Communication is a two way process. You must speak with them, but you must also listen wholeheartedly, and console where necessary. The divorce between you and your partner should have the minimal impact on your children as possible, especially on an emotional level, and open and honest communication will help dramatically.
Breaking The News
Perhaps the moment that is most feared by divorcees, is the inevitable first chat with the kids.
It is important that you know that you are splitting up with your partner before you break the news. You should never confuse your child with statements like, “me and your mum might be getting a divorce.” When you know you are divorcing, then is the time to break the news.
Consider sitting down with the whole family, you and your partner if possible, and anyone else who will be directly affected, and explaining the situation in simple terms, as it is, without trying to score any points.
Always be supportive, and listen and encourage your children to share their feelings. If they try to resist, and want you to stay together, it is important that you explain to them that it has to be this way. Give them truthful answers to any questions they have, and do not assume you will know exactly how they feel.
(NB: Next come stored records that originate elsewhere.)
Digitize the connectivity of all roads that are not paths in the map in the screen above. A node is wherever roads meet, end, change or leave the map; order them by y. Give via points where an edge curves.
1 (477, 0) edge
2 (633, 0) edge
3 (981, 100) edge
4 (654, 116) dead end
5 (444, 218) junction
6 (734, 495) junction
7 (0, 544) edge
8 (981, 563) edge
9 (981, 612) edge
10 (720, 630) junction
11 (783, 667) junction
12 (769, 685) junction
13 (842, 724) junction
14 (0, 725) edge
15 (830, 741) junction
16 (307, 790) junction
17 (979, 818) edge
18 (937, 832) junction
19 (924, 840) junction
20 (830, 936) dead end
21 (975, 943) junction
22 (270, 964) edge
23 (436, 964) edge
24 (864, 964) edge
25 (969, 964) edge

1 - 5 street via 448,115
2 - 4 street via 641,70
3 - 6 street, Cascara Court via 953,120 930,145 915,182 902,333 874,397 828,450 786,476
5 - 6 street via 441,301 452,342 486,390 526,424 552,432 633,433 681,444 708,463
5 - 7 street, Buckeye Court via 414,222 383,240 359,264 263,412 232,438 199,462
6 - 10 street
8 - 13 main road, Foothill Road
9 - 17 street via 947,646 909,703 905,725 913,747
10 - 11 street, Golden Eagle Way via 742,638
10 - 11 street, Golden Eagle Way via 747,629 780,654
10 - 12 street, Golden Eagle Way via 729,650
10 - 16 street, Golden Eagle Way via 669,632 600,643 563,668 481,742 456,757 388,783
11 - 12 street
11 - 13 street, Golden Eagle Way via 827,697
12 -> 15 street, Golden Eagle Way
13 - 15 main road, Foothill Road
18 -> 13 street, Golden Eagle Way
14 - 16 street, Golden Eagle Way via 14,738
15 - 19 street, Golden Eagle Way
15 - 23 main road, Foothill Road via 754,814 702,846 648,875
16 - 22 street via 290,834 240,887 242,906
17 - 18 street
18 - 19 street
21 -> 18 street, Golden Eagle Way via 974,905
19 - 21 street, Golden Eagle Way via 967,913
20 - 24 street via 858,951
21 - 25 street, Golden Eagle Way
Remember that you are the adults, and it is important to convey this in your communication. That means being mature and civilized during talks with your children. If you have to argue with your partner about adult things then do so somewhere else. Talk to your children about the living arrangements, and explain that they can still see both of you.
Communication Doesn't End There...
After you have spoken to your children about the divorce, it is important that you continue an open and honest line of communication throughout the whole process, and beyond, until you know everything has settled. You are likely to experience a variety of emotions yourself, and the same will be true for your children. Regularly check in on how they feel, and talk to them if anything changes.
You must also allow your partner fair time to communicate with their children, and it helps a lot to be able to talk to them both alone and together. Depending on your parenting styles this can be something that happens on a planned and routine basis, or whenever you feel it to be necessary.
Ideally both parents are still aligned in their goal of wanting what is best for their child. Divorce is a difficult time, but it is so important not to lose site of that. Proper communication between you, your partner, and your children, is one of the most important factors that will lessen the impact of the divorce on your children.